Since you’re already knee-deep in numbers, tax time is an ideal point to take an honest look at your freelance business—not just the top-line income number, but a client-by-client breakdown. The numbers don’t lie, and they could be flashing a warning signal that it’s time to diversify your freelance business. As suggested in last week’s post, client diversity is your best business defense against a freelance client bankruptcy or financial trouble, but there are other reasons to take a dive into the data.
The chart at the top of this post illustrates my income by client from last year, pared down to the 19 accounts that were 1099-R level or above. My biggest client represented about 25% of my revenues, which is about as high as I’m comfortable with. Obviously, I prefer to keep that in check by increasing the other pieces of the pie as opposed to shrinking that one! Important: These numbers represent a snapshot of my business last year—definitely not a prescription for what your freelance business should look like. I recommend you take a quick break from doing taxes to produce your own chart, which you might find illuminating and motivational.

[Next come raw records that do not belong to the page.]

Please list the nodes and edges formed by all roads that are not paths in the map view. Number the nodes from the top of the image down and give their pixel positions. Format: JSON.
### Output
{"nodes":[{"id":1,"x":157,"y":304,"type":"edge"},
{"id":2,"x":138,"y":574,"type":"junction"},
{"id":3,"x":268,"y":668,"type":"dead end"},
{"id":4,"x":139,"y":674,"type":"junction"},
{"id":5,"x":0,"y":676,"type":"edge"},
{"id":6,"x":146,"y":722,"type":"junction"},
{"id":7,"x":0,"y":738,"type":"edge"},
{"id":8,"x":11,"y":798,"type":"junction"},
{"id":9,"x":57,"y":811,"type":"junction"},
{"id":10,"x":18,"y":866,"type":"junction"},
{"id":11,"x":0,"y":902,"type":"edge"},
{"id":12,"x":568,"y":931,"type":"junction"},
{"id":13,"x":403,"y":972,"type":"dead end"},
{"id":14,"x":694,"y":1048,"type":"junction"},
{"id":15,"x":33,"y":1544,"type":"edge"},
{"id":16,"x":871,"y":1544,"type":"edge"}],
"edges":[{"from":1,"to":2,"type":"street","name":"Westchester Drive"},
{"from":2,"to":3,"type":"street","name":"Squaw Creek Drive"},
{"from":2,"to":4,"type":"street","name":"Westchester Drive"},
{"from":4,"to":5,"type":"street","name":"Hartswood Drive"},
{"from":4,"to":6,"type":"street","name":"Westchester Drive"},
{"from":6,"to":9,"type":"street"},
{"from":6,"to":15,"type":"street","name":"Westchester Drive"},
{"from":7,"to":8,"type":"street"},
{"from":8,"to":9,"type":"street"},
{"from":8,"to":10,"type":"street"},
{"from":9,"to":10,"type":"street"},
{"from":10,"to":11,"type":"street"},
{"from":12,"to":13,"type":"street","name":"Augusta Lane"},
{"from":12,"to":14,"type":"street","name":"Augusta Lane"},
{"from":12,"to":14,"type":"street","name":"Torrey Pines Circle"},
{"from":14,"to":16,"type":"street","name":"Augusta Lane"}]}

Three Basic Ways to Diversify Your Freelance Business
First, let’s talk about the three primary routes to consider if you want to diversify your client base:
Industry type. In a way, diversifying by industry type is a bit like spreading your stock portfolio into a variety of investments: You can limit your downside risk and position yourself to capitalize on rising markets. It’s easy to see what can happen if you don’t: I knew several freelance writers and designers who made more than six figures annually during the real estate boom of the mid-2000s by focusing on that niche. Real estate agents, developers, planned communities, and banks were shoveling money into marketing and advertising as fast as construction firms were shoveling dirt. After the crash, almost every one of those freelancers reverted to corporate careers, because their client base and prospective clients had been demolished.
Service type. This is a little trickier, because it requires expanding your skill set, taking some risks, and convincing someone to take a chance on you. At some level, this will probably be forced on you, whether in learning a new software program, applying your talents to new creative functions or types of media, or adding project management, to name a few examples that could add value to prospective clients.

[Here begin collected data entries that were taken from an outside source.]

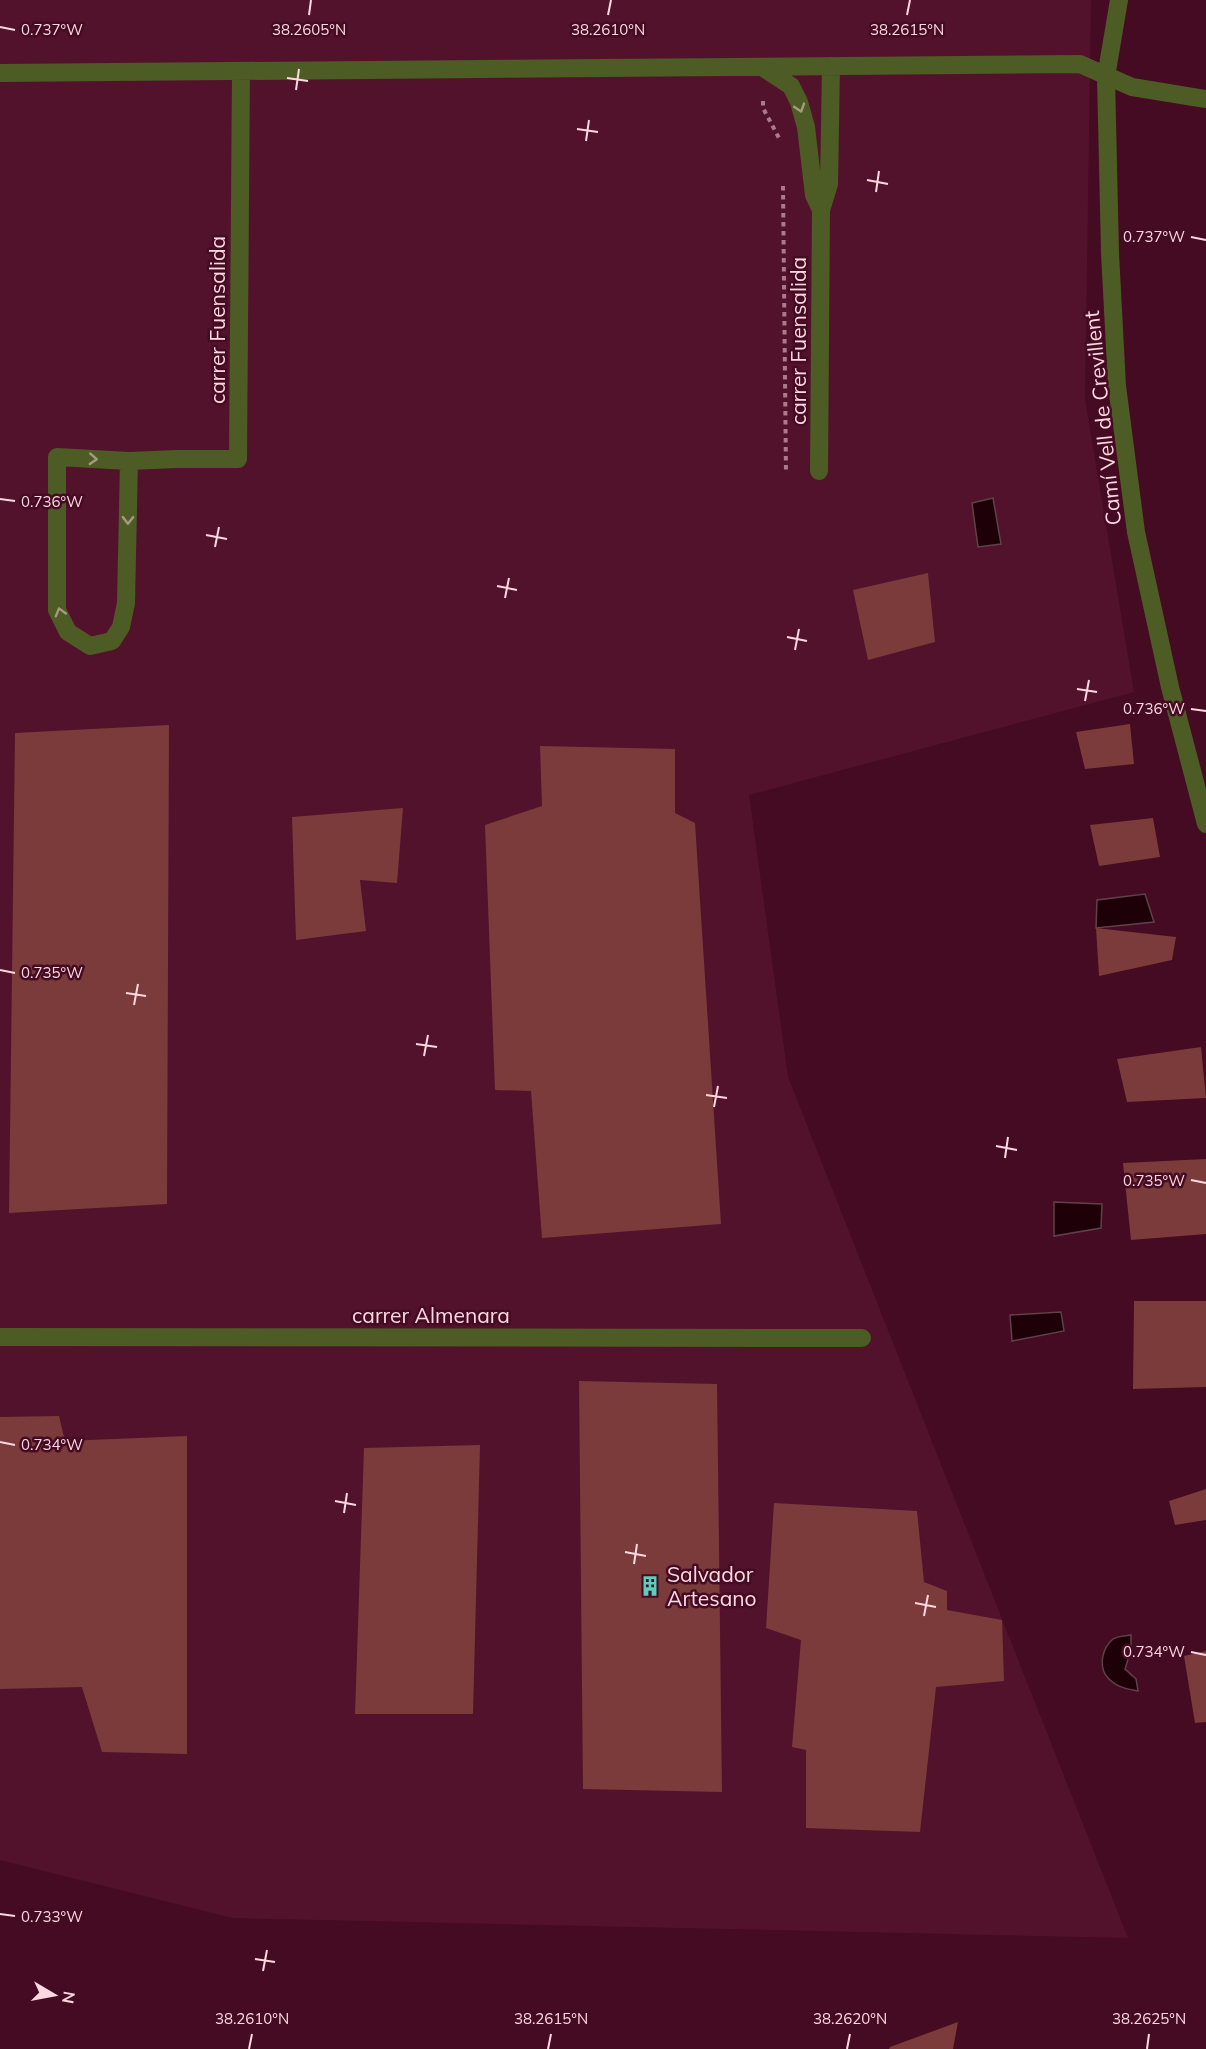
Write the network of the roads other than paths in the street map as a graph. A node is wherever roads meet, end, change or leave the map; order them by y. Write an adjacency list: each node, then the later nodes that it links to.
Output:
1 (1119, 0): 6 (street, Camí Vell de Crevillent)
2 (831, 66): 3 (street); 6 (street); 8 (street, carrer Fuensalida)
3 (762, 67): 4 (street); 8 (street, carrer Fuensalida, one-way to 8)
4 (241, 71): 5 (street); 9 (street, carrer Fuensalida)
5 (0, 74)
6 (1106, 77): 7 (street); 11 (street, Camí Vell de Crevillent)
7 (1206, 99)
8 (821, 210): 10 (street, carrer Fuensalida)
9 (129, 461): 9 (street, carrer Fuensalida, one-way to 9)
10 (819, 471)
11 (1206, 824)
12 (0, 1337): 13 (street, carrer Almenara)
13 (862, 1338)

Client type. In fact, this is two subsegments: 1) business size, i.e., cultivating a mix of small, medium, and large clients, and 2) the number of solid, ongoing clients that you work with. The advantages here come from volume and variety. (I’m easily bored, so the latter is particularly valuable to me.) Another benefit is that you’ll be exposed to new people with different networks, which enhances your chances of referrals.
“But My Business Isn’t Like That”
Again, your business won’t look exactly like mine, since even my percentages change from year to year. In addition, I recognize that there may be at least two major objections to my rallying cry:
You have one or two really great clients who give you plenty of business. Telling you how to run your enterprise isn’t the objective of this blog, and the anchor-client formula may work for you. However, I feel obligated to repeat a concept my colleague Laura Poole shared at the Communication Central conference last fall: If you have only two clients, you’re one step away from becoming a dependent contractor rather than an independent contractor. While an anchor client may keep you safe in the harbor, they also keep you floating in the same place.

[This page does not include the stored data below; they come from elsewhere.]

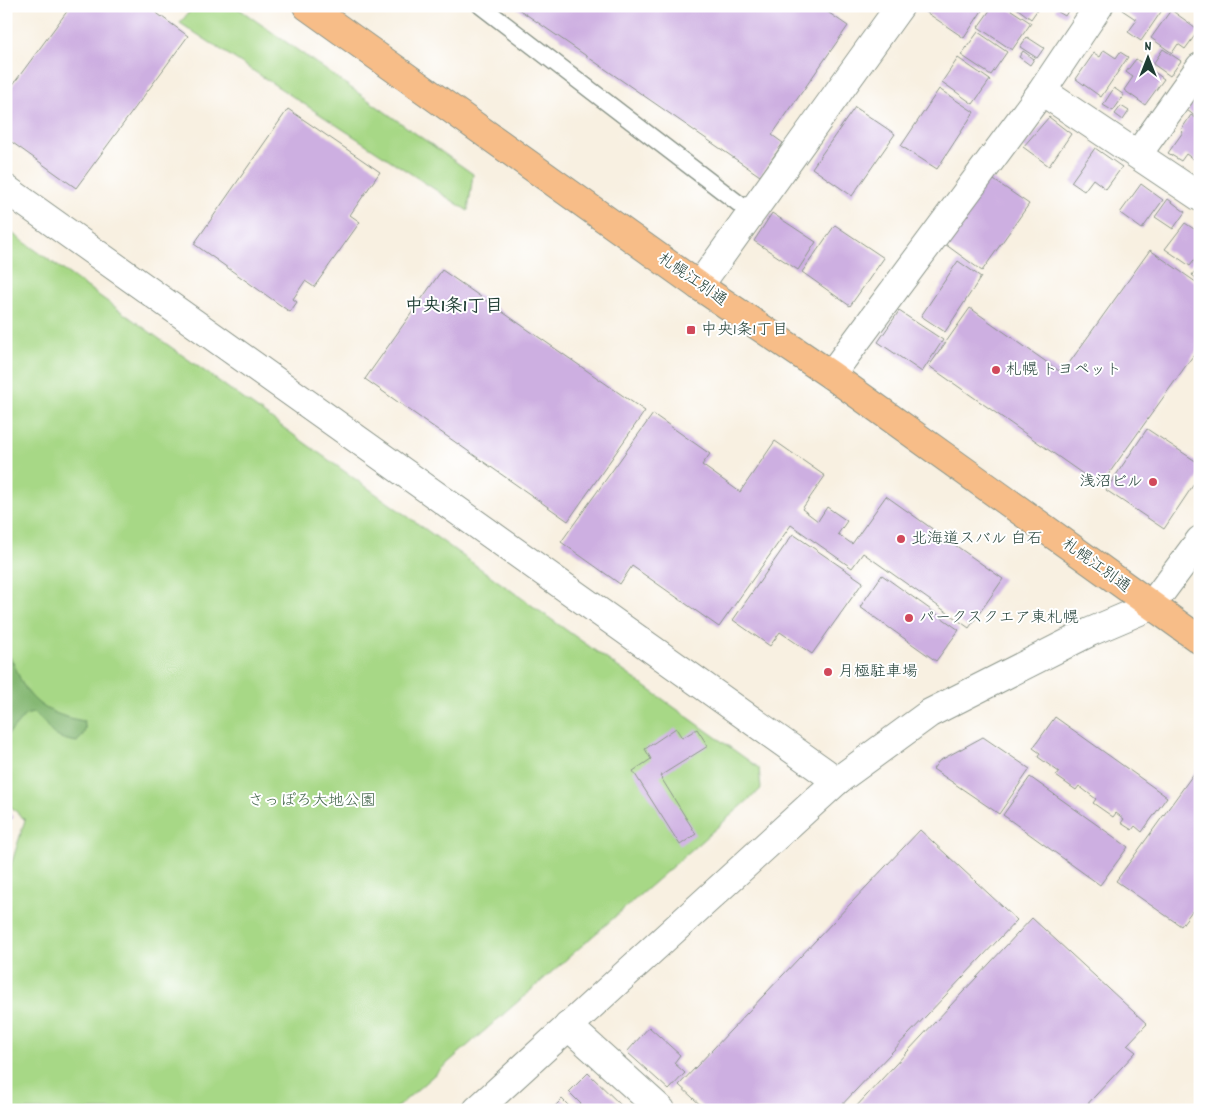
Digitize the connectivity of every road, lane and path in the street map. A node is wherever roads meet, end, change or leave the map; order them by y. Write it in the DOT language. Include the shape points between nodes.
graph roads {
  1 [pos="307,6"];
  2 [pos="481,6"];
  3 [pos="900,6"];
  4 [pos="1099,6"];
  5 [pos="1200,67"];
  6 [pos="1042,91"];
  7 [pos="1138,154"];
  8 [pos="6,189"];
  9 [pos="1200,197"];
  10 [pos="751,213"];
  11 [pos="699,286"];
  12 [pos="831,375"];
  13 [pos="1200,540"];
  14 [pos="1151,606"];
  15 [pos="1200,640"];
  16 [pos="837,781"];
  17 [pos="568,1026"];
  18 [pos="477,1110"];
  19 [pos="661,1110"];
  1 -- 11 [label="highway, 札幌江別通"];
  2 -- 10 [label="lane"];
  3 -- 10 [label="street"];
  4 -- 6 [label="street"];
  5 -- 7 [label="street"];
  6 -- 7 [label="street"];
  6 -- 12 [label="street"];
  7 -- 9 [label="street"];
  8 -- 16 [label="street"];
  10 -- 11 [label="street"];
  11 -- 12 [label="highway, 札幌江別通"];
  12 -- 14 [label="highway, 札幌江別通"];
  13 -- 14 [label="street"];
  14 -- 15 [label="highway, 札幌江別通"];
  14 -- 16 [label="street" via="1090,632 930,713"];
  16 -- 17 [label="street"];
  17 -- 18 [label="street"];
  17 -- 19 [label="street"];
}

You’re focused on one industry niche or service niche. There’s an endless debate in the freelance-o-sphere about whether you should focus on a niche or be a generalist. I believe it doesn’t matter. I know plenty of successful freelancers in both camps. Yes, being in a niche can help command a higher fee. But the caveat is the same is the same as the real estate example: No industry is always going to be on top. Technology and trends inevitably influence what people need and how it gets delivered. Even if you’re in a niche, you need to be alert to the hidden dangers.
Takeaway: Client Diversity Is Freelance Business Insurance
“But Doc, I love my niche! What hidden dangers?”
Beyond industries and services falling in and out of favor, you need to accept no client relationship will last forever—even if you do everything right. Your main contact can get laid off, quit, take a new position, retire, abscond to Tahiti, or die. A company can get acquired, merge, slash budgets, contract another freelancer, hire someone full-time, change strategies, or, based on the experience that sparked this post, go out of business.
Since going freelance in 1999, I’ve had every single one of those happen (except the Tahiti thing). Although it was painful every darn time a client withered away or departed through no fault of my own, I was never worried about going out of business.
Even a small step toward adding clients in different industries or service lines provides insurance for your freelance business. It also gives you additional leverage—similar to a go-to-hell fund—because you have options. Finally, the more people in your network, the more referrals you’ll receive.
And who knows? Maybe one of those new clients could grow into a more lucrative piece of your pie when you sit down to pay Uncle Sam next year.
In the comments: Do you have plans to add diversification to your freelancing in 2016? If so, what?